## WHAT YOU ARE ASKED TO DO
If an entry holds a picture, drop the picture and restate the rest word for word.

--------

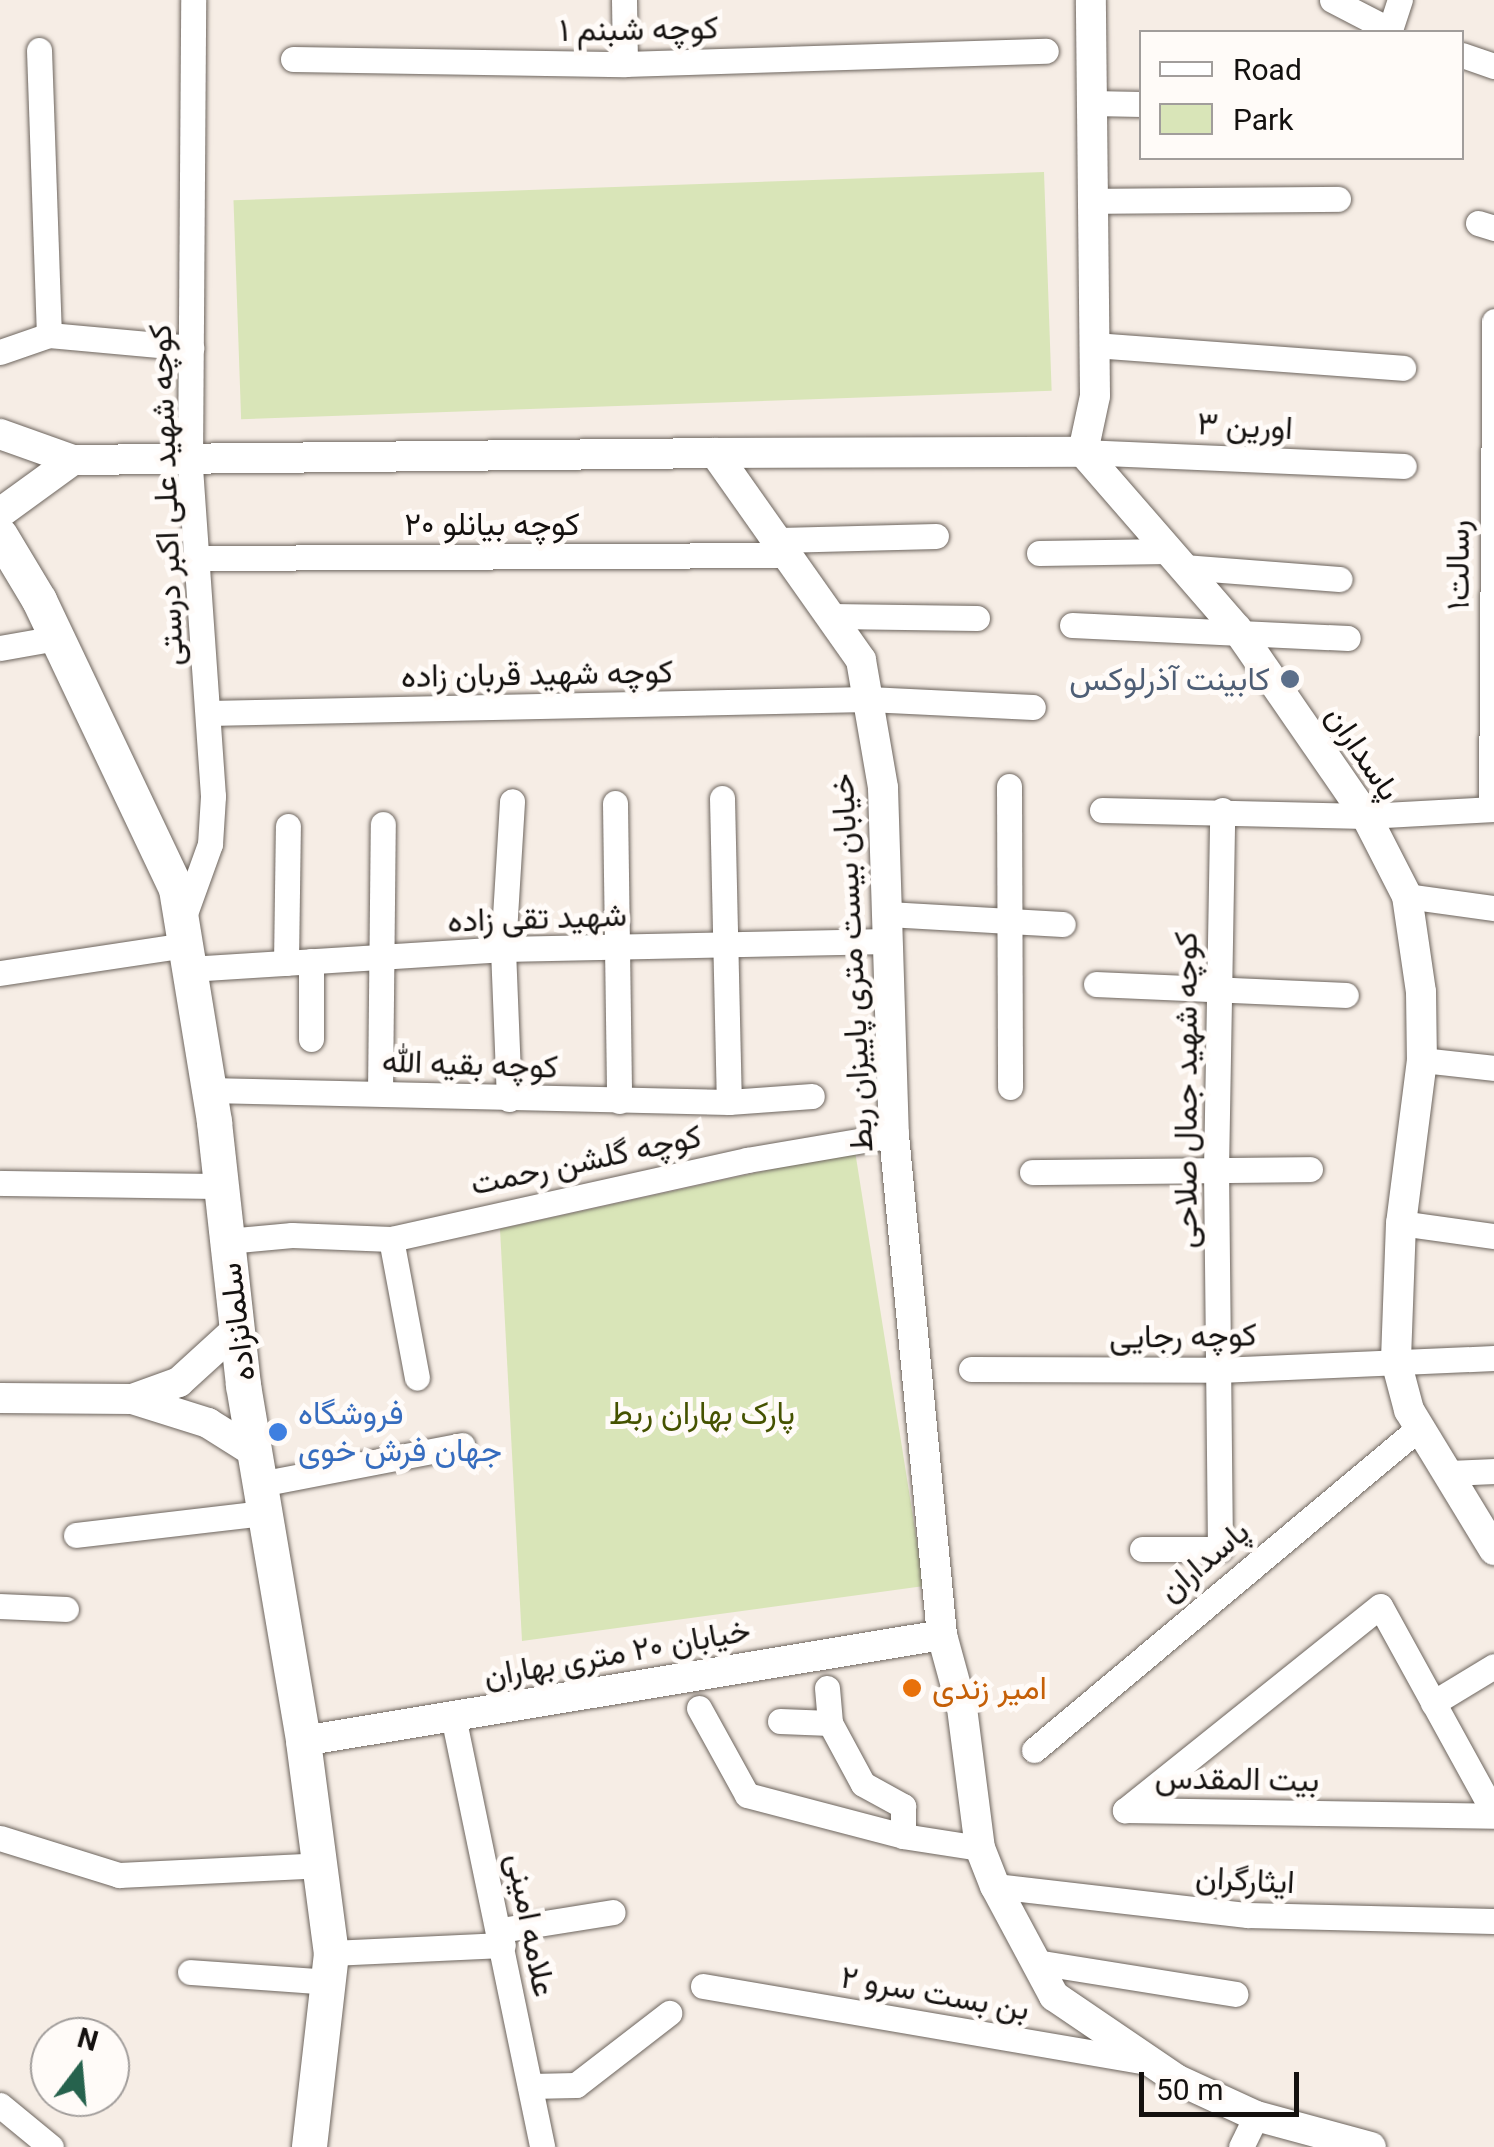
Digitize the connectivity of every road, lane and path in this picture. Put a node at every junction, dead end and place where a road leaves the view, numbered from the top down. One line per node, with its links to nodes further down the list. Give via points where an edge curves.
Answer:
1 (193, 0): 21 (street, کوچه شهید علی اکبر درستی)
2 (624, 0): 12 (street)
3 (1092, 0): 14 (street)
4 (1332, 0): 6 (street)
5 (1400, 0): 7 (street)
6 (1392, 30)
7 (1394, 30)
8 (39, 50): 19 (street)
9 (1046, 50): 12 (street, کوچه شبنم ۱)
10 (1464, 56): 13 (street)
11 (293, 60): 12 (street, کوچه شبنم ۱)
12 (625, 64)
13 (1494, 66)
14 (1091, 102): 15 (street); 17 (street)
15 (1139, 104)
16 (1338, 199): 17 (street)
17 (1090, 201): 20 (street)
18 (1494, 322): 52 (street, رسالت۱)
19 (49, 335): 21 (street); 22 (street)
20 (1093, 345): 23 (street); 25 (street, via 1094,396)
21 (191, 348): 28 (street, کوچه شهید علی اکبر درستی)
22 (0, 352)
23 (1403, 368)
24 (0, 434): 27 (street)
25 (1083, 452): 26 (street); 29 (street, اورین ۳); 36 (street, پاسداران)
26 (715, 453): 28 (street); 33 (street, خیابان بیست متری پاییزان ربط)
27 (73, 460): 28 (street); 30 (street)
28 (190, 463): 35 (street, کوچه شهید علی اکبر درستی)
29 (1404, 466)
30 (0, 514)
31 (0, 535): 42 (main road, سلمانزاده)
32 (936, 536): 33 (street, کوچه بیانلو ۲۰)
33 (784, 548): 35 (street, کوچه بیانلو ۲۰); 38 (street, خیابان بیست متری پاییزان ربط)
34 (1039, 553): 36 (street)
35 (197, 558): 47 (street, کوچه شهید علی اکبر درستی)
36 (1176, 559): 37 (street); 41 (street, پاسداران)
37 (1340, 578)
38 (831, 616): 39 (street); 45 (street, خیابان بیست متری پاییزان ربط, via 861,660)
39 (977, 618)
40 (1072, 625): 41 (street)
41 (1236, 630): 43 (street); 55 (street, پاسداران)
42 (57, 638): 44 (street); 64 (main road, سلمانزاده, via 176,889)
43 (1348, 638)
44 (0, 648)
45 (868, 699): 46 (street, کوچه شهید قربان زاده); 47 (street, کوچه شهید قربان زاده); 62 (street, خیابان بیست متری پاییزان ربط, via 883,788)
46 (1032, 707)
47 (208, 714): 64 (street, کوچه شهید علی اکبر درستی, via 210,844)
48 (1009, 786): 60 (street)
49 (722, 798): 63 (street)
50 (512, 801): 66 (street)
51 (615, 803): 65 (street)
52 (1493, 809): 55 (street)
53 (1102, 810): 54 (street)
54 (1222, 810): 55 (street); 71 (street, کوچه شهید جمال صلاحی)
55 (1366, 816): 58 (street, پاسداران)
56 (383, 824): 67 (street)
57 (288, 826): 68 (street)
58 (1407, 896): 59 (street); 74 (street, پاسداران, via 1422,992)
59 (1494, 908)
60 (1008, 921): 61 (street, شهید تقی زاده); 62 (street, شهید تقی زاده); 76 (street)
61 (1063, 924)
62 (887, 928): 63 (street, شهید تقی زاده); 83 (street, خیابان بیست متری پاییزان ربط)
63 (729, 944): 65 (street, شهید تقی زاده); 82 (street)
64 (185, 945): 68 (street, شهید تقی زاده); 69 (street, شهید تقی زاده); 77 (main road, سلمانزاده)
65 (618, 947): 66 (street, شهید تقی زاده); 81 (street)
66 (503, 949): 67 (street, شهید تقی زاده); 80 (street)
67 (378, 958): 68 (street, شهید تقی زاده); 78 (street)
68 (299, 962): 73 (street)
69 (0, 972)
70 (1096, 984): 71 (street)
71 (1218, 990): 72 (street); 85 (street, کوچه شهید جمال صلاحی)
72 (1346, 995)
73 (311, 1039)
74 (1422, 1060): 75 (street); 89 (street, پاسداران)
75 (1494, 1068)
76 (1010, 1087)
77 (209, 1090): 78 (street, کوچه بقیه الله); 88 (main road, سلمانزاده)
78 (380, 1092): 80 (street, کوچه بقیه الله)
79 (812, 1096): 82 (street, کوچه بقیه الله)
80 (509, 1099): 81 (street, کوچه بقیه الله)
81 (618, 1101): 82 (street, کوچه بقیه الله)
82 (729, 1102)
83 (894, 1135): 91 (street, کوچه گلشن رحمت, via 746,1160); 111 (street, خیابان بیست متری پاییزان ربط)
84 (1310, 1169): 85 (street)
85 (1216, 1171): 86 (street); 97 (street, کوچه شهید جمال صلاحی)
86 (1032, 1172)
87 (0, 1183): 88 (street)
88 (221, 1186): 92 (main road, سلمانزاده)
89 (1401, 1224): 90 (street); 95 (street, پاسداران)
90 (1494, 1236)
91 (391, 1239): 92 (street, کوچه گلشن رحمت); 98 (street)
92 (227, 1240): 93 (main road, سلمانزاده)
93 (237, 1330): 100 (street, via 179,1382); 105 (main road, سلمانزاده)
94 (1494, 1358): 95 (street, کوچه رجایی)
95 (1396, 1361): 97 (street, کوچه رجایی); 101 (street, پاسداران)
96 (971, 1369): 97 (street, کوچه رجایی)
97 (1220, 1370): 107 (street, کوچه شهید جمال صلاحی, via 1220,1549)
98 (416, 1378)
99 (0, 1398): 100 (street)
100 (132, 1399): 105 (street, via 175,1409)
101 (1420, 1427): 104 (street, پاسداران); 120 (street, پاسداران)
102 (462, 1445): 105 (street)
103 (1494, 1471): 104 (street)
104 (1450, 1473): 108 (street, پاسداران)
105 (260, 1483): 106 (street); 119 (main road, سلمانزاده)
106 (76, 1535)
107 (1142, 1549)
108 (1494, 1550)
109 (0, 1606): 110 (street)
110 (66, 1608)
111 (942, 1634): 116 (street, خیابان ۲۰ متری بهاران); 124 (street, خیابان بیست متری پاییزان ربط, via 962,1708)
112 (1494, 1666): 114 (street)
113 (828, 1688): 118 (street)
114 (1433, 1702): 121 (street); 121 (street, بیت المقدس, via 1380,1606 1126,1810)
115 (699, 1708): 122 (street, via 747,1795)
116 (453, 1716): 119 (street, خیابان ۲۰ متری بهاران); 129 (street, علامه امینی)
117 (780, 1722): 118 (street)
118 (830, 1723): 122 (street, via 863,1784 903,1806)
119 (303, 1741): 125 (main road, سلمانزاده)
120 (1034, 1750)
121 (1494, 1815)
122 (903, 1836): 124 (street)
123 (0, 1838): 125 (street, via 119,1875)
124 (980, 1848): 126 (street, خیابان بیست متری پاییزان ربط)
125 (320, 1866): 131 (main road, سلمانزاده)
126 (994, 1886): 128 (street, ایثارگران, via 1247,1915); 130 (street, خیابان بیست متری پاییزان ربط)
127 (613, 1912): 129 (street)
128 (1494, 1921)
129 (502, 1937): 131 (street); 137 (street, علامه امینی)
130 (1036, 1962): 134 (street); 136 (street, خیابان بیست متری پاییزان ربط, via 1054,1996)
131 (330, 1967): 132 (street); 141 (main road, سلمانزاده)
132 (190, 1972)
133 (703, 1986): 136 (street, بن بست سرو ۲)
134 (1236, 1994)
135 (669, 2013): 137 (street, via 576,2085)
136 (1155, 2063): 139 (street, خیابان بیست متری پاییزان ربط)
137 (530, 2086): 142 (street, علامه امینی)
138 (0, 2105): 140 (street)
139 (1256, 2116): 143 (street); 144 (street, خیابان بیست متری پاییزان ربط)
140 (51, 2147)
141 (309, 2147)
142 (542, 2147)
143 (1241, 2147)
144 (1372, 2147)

--------

## ANSWER BELOW
Digitize the connectivity of every road, lane and path in this picture. Put a node at every junction, dead end and place where a road leaves the view, numbered from the top down. One line per node, with its links to nodes further down the list. Give via points where an edge curves.
Answer:
1 (193, 0): 21 (street, کوچه شهید علی اکبر درستی)
2 (624, 0): 12 (street)
3 (1092, 0): 14 (street)
4 (1332, 0): 6 (street)
5 (1400, 0): 7 (street)
6 (1392, 30)
7 (1394, 30)
8 (39, 50): 19 (street)
9 (1046, 50): 12 (street, کوچه شبنم ۱)
10 (1464, 56): 13 (street)
11 (293, 60): 12 (street, کوچه شبنم ۱)
12 (625, 64)
13 (1494, 66)
14 (1091, 102): 15 (street); 17 (street)
15 (1139, 104)
16 (1338, 199): 17 (street)
17 (1090, 201): 20 (street)
18 (1494, 322): 52 (street, رسالت۱)
19 (49, 335): 21 (street); 22 (street)
20 (1093, 345): 23 (street); 25 (street, via 1094,396)
21 (191, 348): 28 (street, کوچه شهید علی اکبر درستی)
22 (0, 352)
23 (1403, 368)
24 (0, 434): 27 (street)
25 (1083, 452): 26 (street); 29 (street, اورین ۳); 36 (street, پاسداران)
26 (715, 453): 28 (street); 33 (street, خیابان بیست متری پاییزان ربط)
27 (73, 460): 28 (street); 30 (street)
28 (190, 463): 35 (street, کوچه شهید علی اکبر درستی)
29 (1404, 466)
30 (0, 514)
31 (0, 535): 42 (main road, سلمانزاده)
32 (936, 536): 33 (street, کوچه بیانلو ۲۰)
33 (784, 548): 35 (street, کوچه بیانلو ۲۰); 38 (street, خیابان بیست متری پاییزان ربط)
34 (1039, 553): 36 (street)
35 (197, 558): 47 (street, کوچه شهید علی اکبر درستی)
36 (1176, 559): 37 (street); 41 (street, پاسداران)
37 (1340, 578)
38 (831, 616): 39 (street); 45 (street, خیابان بیست متری پاییزان ربط, via 861,660)
39 (977, 618)
40 (1072, 625): 41 (street)
41 (1236, 630): 43 (street); 55 (street, پاسداران)
42 (57, 638): 44 (street); 64 (main road, سلمانزاده, via 176,889)
43 (1348, 638)
44 (0, 648)
45 (868, 699): 46 (street, کوچه شهید قربان زاده); 47 (street, کوچه شهید قربان زاده); 62 (street, خیابان بیست متری پاییزان ربط, via 883,788)
46 (1032, 707)
47 (208, 714): 64 (street, کوچه شهید علی اکبر درستی, via 210,844)
48 (1009, 786): 60 (street)
49 (722, 798): 63 (street)
50 (512, 801): 66 (street)
51 (615, 803): 65 (street)
52 (1493, 809): 55 (street)
53 (1102, 810): 54 (street)
54 (1222, 810): 55 (street); 71 (street, کوچه شهید جمال صلاحی)
55 (1366, 816): 58 (street, پاسداران)
56 (383, 824): 67 (street)
57 (288, 826): 68 (street)
58 (1407, 896): 59 (street); 74 (street, پاسداران, via 1422,992)
59 (1494, 908)
60 (1008, 921): 61 (street, شهید تقی زاده); 62 (street, شهید تقی زاده); 76 (street)
61 (1063, 924)
62 (887, 928): 63 (street, شهید تقی زاده); 83 (street, خیابان بیست متری پاییزان ربط)
63 (729, 944): 65 (street, شهید تقی زاده); 82 (street)
64 (185, 945): 68 (street, شهید تقی زاده); 69 (street, شهید تقی زاده); 77 (main road, سلمانزاده)
65 (618, 947): 66 (street, شهید تقی زاده); 81 (street)
66 (503, 949): 67 (street, شهید تقی زاده); 80 (street)
67 (378, 958): 68 (street, شهید تقی زاده); 78 (street)
68 (299, 962): 73 (street)
69 (0, 972)
70 (1096, 984): 71 (street)
71 (1218, 990): 72 (street); 85 (street, کوچه شهید جمال صلاحی)
72 (1346, 995)
73 (311, 1039)
74 (1422, 1060): 75 (street); 89 (street, پاسداران)
75 (1494, 1068)
76 (1010, 1087)
77 (209, 1090): 78 (street, کوچه بقیه الله); 88 (main road, سلمانزاده)
78 (380, 1092): 80 (street, کوچه بقیه الله)
79 (812, 1096): 82 (street, کوچه بقیه الله)
80 (509, 1099): 81 (street, کوچه بقیه الله)
81 (618, 1101): 82 (street, کوچه بقیه الله)
82 (729, 1102)
83 (894, 1135): 91 (street, کوچه گلشن رحمت, via 746,1160); 111 (street, خیابان بیست متری پاییزان ربط)
84 (1310, 1169): 85 (street)
85 (1216, 1171): 86 (street); 97 (street, کوچه شهید جمال صلاحی)
86 (1032, 1172)
87 (0, 1183): 88 (street)
88 (221, 1186): 92 (main road, سلمانزاده)
89 (1401, 1224): 90 (street); 95 (street, پاسداران)
90 (1494, 1236)
91 (391, 1239): 92 (street, کوچه گلشن رحمت); 98 (street)
92 (227, 1240): 93 (main road, سلمانزاده)
93 (237, 1330): 100 (street, via 179,1382); 105 (main road, سلمانزاده)
94 (1494, 1358): 95 (street, کوچه رجایی)
95 (1396, 1361): 97 (street, کوچه رجایی); 101 (street, پاسداران)
96 (971, 1369): 97 (street, کوچه رجایی)
97 (1220, 1370): 107 (street, کوچه شهید جمال صلاحی, via 1220,1549)
98 (416, 1378)
99 (0, 1398): 100 (street)
100 (132, 1399): 105 (street, via 175,1409)
101 (1420, 1427): 104 (street, پاسداران); 120 (street, پاسداران)
102 (462, 1445): 105 (street)
103 (1494, 1471): 104 (street)
104 (1450, 1473): 108 (street, پاسداران)
105 (260, 1483): 106 (street); 119 (main road, سلمانزاده)
106 (76, 1535)
107 (1142, 1549)
108 (1494, 1550)
109 (0, 1606): 110 (street)
110 (66, 1608)
111 (942, 1634): 116 (street, خیابان ۲۰ متری بهاران); 124 (street, خیابان بیست متری پاییزان ربط, via 962,1708)
112 (1494, 1666): 114 (street)
113 (828, 1688): 118 (street)
114 (1433, 1702): 121 (street); 121 (street, بیت المقدس, via 1380,1606 1126,1810)
115 (699, 1708): 122 (street, via 747,1795)
116 (453, 1716): 119 (street, خیابان ۲۰ متری بهاران); 129 (street, علامه امینی)
117 (780, 1722): 118 (street)
118 (830, 1723): 122 (street, via 863,1784 903,1806)
119 (303, 1741): 125 (main road, سلمانزاده)
120 (1034, 1750)
121 (1494, 1815)
122 (903, 1836): 124 (street)
123 (0, 1838): 125 (street, via 119,1875)
124 (980, 1848): 126 (street, خیابان بیست متری پاییزان ربط)
125 (320, 1866): 131 (main road, سلمانزاده)
126 (994, 1886): 128 (street, ایثارگران, via 1247,1915); 130 (street, خیابان بیست متری پاییزان ربط)
127 (613, 1912): 129 (street)
128 (1494, 1921)
129 (502, 1937): 131 (street); 137 (street, علامه امینی)
130 (1036, 1962): 134 (street); 136 (street, خیابان بیست متری پاییزان ربط, via 1054,1996)
131 (330, 1967): 132 (street); 141 (main road, سلمانزاده)
132 (190, 1972)
133 (703, 1986): 136 (street, بن بست سرو ۲)
134 (1236, 1994)
135 (669, 2013): 137 (street, via 576,2085)
136 (1155, 2063): 139 (street, خیابان بیست متری پاییزان ربط)
137 (530, 2086): 142 (street, علامه امینی)
138 (0, 2105): 140 (street)
139 (1256, 2116): 143 (street); 144 (street, خیابان بیست متری پاییزان ربط)
140 (51, 2147)
141 (309, 2147)
142 (542, 2147)
143 (1241, 2147)
144 (1372, 2147)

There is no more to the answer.